Son intervention fait sourire Mats. L'air rasséréné, il reprend d'un ton plus assuré :

— Comme tu l'as dit, il serait intéressant d'entrer en contact avec eux, au moins pour savoir s'ils disposent de renseignements à ton sujet qui pourraient nous aider. Après tout, ne dit-on pas que les ennemis de nos ennemis sont nos amis ? Je ne sais pas si une collaboration serait possible, cela dit. Ils pourraient toujours choisir de nous livrer ou nous utiliser, alors il vaut mieux être prudent et ne pas se précipiter.

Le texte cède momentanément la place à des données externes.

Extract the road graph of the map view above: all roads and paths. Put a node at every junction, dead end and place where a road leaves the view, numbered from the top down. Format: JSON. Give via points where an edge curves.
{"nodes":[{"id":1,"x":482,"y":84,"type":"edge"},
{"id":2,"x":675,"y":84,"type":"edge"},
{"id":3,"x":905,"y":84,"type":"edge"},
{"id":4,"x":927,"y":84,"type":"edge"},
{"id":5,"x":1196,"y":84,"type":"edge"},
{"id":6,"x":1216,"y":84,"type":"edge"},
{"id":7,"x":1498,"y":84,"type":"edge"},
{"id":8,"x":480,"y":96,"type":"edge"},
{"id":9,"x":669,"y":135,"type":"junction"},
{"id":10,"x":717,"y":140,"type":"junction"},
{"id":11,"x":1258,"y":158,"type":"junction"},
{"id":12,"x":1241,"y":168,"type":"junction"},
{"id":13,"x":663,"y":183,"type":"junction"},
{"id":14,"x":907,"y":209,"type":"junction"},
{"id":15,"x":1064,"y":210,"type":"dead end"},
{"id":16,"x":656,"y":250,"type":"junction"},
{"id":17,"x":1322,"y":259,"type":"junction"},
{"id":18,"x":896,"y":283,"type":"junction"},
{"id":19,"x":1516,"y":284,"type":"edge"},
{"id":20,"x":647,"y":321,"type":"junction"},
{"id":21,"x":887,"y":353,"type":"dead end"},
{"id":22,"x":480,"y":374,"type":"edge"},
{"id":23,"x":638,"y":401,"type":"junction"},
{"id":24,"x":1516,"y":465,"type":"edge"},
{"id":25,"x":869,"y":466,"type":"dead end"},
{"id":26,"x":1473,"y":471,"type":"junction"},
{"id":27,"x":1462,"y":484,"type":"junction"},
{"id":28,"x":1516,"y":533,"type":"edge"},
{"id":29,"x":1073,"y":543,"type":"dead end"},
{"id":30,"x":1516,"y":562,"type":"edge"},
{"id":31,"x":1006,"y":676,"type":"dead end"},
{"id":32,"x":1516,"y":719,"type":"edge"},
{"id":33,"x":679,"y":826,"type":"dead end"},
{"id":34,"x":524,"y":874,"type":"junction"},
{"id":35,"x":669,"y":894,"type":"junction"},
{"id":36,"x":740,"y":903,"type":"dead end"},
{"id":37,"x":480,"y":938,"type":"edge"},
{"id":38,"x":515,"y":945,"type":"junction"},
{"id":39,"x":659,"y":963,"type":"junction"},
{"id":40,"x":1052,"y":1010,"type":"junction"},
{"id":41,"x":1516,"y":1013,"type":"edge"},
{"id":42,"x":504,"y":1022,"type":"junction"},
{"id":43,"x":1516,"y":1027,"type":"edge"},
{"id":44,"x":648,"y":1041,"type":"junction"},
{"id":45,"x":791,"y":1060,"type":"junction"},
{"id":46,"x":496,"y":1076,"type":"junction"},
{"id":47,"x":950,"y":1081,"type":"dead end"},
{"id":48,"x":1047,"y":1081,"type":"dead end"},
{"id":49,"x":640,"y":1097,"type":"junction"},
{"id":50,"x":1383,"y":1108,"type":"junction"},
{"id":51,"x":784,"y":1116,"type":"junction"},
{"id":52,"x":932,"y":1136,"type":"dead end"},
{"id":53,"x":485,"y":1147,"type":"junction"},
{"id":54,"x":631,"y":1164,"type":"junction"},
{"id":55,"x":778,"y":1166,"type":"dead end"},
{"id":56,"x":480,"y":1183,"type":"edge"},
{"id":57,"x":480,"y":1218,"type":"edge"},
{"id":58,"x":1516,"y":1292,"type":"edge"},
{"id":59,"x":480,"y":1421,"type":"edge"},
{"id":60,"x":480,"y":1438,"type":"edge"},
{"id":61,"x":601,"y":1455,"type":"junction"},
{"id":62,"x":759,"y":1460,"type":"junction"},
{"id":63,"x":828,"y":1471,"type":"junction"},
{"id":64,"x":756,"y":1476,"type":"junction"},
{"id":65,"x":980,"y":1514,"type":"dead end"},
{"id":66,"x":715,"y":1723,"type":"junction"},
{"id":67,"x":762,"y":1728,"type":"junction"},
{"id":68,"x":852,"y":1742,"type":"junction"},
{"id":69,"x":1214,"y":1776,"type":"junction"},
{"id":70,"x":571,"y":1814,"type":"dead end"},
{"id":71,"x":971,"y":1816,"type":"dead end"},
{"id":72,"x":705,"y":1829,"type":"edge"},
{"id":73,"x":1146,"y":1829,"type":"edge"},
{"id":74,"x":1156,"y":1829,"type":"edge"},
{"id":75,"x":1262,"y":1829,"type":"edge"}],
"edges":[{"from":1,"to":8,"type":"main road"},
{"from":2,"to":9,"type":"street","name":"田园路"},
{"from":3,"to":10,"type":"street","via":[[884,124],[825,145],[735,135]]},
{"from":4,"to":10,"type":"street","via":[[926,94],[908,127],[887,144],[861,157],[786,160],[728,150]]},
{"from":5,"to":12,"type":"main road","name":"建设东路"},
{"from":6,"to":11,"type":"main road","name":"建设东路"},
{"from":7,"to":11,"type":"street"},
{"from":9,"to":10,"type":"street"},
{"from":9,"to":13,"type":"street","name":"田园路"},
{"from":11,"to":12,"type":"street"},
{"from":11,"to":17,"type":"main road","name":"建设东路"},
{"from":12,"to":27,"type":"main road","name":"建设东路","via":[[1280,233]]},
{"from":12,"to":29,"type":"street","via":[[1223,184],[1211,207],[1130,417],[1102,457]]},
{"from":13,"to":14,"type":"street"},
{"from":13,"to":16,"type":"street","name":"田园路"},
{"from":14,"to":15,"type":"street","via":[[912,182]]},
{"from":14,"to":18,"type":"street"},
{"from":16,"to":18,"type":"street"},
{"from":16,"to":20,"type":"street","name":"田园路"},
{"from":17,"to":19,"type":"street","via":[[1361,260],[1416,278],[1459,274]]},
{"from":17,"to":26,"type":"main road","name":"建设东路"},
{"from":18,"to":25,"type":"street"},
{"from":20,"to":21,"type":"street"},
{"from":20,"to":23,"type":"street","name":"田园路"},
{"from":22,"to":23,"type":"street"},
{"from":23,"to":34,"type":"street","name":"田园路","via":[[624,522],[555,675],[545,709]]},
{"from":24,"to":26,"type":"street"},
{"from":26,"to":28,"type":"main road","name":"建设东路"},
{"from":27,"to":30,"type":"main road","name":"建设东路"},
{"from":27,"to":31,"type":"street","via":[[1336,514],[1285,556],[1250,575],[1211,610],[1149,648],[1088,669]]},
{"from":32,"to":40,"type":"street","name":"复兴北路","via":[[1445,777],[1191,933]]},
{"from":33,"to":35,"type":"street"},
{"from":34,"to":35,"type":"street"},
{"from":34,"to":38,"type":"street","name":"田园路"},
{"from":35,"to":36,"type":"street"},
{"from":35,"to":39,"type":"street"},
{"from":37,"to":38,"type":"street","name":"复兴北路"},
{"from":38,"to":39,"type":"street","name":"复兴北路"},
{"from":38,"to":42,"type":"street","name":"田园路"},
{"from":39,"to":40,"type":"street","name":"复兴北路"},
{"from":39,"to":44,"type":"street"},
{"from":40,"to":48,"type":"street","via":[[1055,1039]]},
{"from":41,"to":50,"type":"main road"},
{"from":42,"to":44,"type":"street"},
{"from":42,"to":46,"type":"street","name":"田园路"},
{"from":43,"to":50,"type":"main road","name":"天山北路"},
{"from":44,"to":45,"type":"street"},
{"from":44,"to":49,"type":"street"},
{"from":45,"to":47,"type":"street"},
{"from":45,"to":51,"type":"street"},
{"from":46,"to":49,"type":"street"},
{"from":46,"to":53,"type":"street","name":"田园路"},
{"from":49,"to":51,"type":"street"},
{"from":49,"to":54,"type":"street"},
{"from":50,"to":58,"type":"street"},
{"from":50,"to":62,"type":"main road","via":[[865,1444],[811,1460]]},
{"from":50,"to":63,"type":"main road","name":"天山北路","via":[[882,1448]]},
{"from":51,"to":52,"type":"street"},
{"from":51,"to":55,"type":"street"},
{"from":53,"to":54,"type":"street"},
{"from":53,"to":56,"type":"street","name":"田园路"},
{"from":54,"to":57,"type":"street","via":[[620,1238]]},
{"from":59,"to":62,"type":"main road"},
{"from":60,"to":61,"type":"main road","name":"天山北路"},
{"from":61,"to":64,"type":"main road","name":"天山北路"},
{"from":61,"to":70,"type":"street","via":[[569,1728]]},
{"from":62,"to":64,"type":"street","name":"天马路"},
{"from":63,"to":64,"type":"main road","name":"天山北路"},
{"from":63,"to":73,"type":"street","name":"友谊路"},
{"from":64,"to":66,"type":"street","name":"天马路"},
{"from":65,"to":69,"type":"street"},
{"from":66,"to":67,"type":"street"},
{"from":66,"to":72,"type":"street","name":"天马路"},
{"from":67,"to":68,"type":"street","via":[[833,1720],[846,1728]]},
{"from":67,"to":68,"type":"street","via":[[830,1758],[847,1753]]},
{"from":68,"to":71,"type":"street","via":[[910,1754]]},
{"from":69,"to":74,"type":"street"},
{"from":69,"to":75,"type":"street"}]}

La jolie brune a l'impression d'entendre ses parents lui dirent de faire attention. Frustrée, elle retient malgré elle un soupir et l'interroge, curieuse d'en savoir plus :

— Et qu'est-ce qu'on sait sur cette Résistance exactement ?

— Pas grand-chose, à vrai dire. D'après le peu d'informations que nous avons, ils seraient dirigés par un homme se faisant appeler « le Princeps ». Ce serait lui qui déciderait quoi faire, ce qui signifierait que notre présence dépendrait de sa bonne volonté. Elle compterait plusieurs centaines de membres, et ce serait une véritable communauté dans laquelle des familles entières vivraient. Ils sont aussi très secrets, et il est extrêmement dur d'obtenir des renseignements à leur sujet. Mon père a dû user de ses relations et faire des pieds et des mains pour avoir cette adresse. Comme tu l'as dit, il est possible qu'ils aient collaboré.

— Dans ce cas, nous devons les rejoindre ! Ils sont les plus à même de nous aider.

— C'est dans mes projets, à vrai dire, mais j'aimerais d'abord voir si nous avons d'autres informations. Il me reste de nombreux carnets à fouiller.

— Et combien de temps penses-tu que cela prendra ? l'interroge Liz, les yeux brillants d'enthousiasme.

— Peut-être une semaine, peut-être plus, peut-être moins, je n'en ai aucune idée. En attendant, tu dois continuer à t'entrainer à maîtriser tes pouvoirs, il vaudrait mieux être prêt à tout.

— Comme tu veux, soupire-t-elle en baissant la tête.

— Je suis désolée, je sais que c'est long, mais je veux prendre le moins de risque possible. Notre survie en dépend peut-être.

— Tu as raison.

Malgré tout, l'adolescente ne peut s'empêcher d'être déçue : elle qui pensait voir le bout du tunnel à l'impression d'être dans un souterrain sans fin.